Alumnus James Babcock Gives Back

James Babcock

James Babcock

Jim Babcock joined RAND in 1954, a mathematician brought in to work as a programmer in the Computer Sciences Department. “It’s probably the best place I ever worked in my life,” he says now, 87 years old and retired in Texas. “I was meeting the most famous scientists in the world, talking about a wealth of ideas. It really directed the rest of my life and my career."

Babcock worked in the computer sciences department until 1965, feeding punch cards into the old IBM main frames. His time at RAND also gave him a firsthand look at the success of JOHNNIAC, especially as a time-shared computer processor. He later worked as a contractor to fine-tune an early programming language that RAND invented called IPL—widely known as a precursor to LISP, a system used in early research into artificial intelligence.

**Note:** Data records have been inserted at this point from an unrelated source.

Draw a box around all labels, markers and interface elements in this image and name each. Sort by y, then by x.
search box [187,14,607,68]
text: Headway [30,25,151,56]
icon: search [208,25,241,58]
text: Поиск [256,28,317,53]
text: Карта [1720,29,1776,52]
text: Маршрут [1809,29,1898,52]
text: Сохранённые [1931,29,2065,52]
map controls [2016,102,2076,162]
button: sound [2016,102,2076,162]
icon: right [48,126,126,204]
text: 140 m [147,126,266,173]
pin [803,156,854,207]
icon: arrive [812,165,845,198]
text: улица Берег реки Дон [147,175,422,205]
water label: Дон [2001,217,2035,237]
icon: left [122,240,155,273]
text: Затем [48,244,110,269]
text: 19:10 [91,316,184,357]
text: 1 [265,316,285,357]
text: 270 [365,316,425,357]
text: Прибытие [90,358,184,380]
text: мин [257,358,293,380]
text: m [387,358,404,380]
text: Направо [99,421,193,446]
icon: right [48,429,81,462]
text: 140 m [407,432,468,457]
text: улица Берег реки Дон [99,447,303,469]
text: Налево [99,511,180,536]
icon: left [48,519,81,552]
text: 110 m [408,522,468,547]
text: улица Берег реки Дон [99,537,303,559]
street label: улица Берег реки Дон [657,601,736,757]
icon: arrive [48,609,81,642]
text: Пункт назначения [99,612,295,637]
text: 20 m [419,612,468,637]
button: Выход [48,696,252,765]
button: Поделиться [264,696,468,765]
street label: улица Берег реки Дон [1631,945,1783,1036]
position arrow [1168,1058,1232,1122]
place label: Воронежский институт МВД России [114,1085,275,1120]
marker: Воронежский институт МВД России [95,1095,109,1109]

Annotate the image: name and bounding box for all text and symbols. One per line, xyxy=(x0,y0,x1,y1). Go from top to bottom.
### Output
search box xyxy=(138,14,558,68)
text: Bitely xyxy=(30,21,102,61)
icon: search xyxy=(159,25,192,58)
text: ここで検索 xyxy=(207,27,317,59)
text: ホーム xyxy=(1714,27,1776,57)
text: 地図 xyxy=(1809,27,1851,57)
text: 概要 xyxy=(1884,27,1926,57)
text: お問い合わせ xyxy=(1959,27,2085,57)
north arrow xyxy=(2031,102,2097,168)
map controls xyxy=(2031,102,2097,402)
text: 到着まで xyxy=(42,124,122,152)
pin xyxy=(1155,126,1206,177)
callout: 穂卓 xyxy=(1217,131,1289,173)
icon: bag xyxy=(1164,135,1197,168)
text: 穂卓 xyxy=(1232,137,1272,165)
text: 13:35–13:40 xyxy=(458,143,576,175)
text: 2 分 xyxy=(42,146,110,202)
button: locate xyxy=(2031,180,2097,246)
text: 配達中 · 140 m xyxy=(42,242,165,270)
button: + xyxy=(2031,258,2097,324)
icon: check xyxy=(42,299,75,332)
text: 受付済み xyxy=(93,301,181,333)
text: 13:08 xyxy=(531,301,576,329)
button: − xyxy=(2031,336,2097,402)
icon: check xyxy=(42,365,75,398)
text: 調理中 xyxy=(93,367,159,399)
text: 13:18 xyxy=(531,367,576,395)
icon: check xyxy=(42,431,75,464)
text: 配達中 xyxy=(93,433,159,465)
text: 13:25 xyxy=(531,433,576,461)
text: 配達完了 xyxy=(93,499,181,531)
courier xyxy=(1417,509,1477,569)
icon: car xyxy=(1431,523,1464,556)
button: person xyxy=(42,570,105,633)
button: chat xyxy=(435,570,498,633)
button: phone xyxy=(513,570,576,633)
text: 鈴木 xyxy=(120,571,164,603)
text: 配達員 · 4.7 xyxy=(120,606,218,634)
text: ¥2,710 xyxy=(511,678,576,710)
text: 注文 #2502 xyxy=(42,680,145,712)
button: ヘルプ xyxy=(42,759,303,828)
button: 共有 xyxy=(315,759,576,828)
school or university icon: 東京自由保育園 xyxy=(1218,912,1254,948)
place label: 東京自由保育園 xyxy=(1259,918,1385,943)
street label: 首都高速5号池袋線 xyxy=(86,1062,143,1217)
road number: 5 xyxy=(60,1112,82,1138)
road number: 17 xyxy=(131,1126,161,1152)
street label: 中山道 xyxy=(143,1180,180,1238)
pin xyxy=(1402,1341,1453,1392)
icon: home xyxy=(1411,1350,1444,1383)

He also collaborated at RAND with research physicists on systems related to nuclear weapon designs and testing. One program he worked on, for example, analyzed weather patterns ahead of nuclear bomb tests in the atmosphere of the Nevada desert to make sure no ranchers were in harm’s way of fallout patterns.

Babcock went on to a successful career in the telecommunications industry. He credits his time at RAND—and the “cornucopia of knowledge” that he experienced here—for making that possible. “You can’t stay there and work there without having some of that brush off on you and having you set your sights for the rest of your life,” he says.

He recently decided to leave a bequest in his estate plans to benefit RAND, becoming a new member of RAND's Legacy Society; he also has supported RAND’s alumni impact fund. His goal, he said, was to advance the cause of knowledge that helped shape his career, and the careers of so many others.

“It all started with RAND,” he said. “I wish in some ways that I’d never left.”